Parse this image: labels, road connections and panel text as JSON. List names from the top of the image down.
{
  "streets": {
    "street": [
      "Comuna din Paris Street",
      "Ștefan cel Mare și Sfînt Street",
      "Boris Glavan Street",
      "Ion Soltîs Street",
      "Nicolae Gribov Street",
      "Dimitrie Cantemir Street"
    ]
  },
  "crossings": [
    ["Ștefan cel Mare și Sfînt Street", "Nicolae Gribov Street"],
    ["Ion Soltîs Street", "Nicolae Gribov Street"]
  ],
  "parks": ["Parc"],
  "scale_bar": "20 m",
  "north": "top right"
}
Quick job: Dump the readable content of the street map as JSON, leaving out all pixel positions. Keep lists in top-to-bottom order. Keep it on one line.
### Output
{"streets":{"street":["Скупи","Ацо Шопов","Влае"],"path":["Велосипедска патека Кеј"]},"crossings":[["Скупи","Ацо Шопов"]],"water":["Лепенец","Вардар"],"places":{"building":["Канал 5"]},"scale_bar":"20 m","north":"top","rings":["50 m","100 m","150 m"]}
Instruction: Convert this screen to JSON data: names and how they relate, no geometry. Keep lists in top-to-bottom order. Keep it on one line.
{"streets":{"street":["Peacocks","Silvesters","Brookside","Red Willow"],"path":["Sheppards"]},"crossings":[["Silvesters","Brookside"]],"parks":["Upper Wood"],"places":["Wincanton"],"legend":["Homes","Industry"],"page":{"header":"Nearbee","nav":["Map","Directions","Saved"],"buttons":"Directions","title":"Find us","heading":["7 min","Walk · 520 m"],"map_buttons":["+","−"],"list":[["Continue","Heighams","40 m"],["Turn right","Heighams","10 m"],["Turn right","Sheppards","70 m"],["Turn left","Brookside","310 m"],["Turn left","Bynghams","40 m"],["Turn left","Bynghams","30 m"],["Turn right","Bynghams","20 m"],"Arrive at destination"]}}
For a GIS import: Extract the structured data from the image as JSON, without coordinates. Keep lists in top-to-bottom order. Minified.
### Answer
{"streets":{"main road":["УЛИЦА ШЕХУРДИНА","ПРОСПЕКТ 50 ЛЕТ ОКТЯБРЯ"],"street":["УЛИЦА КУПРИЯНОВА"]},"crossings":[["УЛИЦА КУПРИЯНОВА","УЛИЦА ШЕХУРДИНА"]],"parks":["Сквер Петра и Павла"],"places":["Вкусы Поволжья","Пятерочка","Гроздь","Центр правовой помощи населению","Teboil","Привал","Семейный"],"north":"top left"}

### [Exercise brief]
Your answer should be an exact transcription of the data above.

### [Answer to this problem]
Parse this image: labels, road connections and panel text as JSON. List names from the top of the image down.
{
  "streets": {
    "street": [
      "Comuna din Paris Street",
      "Ștefan cel Mare și Sfînt Street",
      "Boris Glavan Street",
      "Ion Soltîs Street",
      "Nicolae Gribov Street",
      "Dimitrie Cantemir Street"
    ]
  },
  "crossings": [
    ["Ștefan cel Mare și Sfînt Street", "Nicolae Gribov Street"],
    ["Ion Soltîs Street", "Nicolae Gribov Street"]
  ],
  "parks": ["Parc"],
  "scale_bar": "20 m",
  "north": "top right"
}
Quick job: Dump the readable content of the street map as JSON, leaving out all pixel positions. Keep lists in top-to-bottom order. Keep it on one line.
### Output
{"streets":{"street":["Скупи","Ацо Шопов","Влае"],"path":["Велосипедска патека Кеј"]},"crossings":[["Скупи","Ацо Шопов"]],"water":["Лепенец","Вардар"],"places":{"building":["Канал 5"]},"scale_bar":"20 m","north":"top","rings":["50 m","100 m","150 m"]}
Instruction: Convert this screen to JSON data: names and how they relate, no geometry. Keep lists in top-to-bottom order. Keep it on one line.
{"streets":{"street":["Peacocks","Silvesters","Brookside","Red Willow"],"path":["Sheppards"]},"crossings":[["Silvesters","Brookside"]],"parks":["Upper Wood"],"places":["Wincanton"],"legend":["Homes","Industry"],"page":{"header":"Nearbee","nav":["Map","Directions","Saved"],"buttons":"Directions","title":"Find us","heading":["7 min","Walk · 520 m"],"map_buttons":["+","−"],"list":[["Continue","Heighams","40 m"],["Turn right","Heighams","10 m"],["Turn right","Sheppards","70 m"],["Turn left","Brookside","310 m"],["Turn left","Bynghams","40 m"],["Turn left","Bynghams","30 m"],["Turn right","Bynghams","20 m"],"Arrive at destination"]}}
For a GIS import: Extract the structured data from the image as JSON, without coordinates. Keep lists in top-to-bottom order. Minified.
### Answer
{"streets":{"main road":["УЛИЦА ШЕХУРДИНА","ПРОСПЕКТ 50 ЛЕТ ОКТЯБРЯ"],"street":["УЛИЦА КУПРИЯНОВА"]},"crossings":[["УЛИЦА КУПРИЯНОВА","УЛИЦА ШЕХУРДИНА"]],"parks":["Сквер Петра и Павла"],"places":["Вкусы Поволжья","Пятерочка","Гроздь","Центр правовой помощи населению","Teboil","Привал","Семейный"],"north":"top left"}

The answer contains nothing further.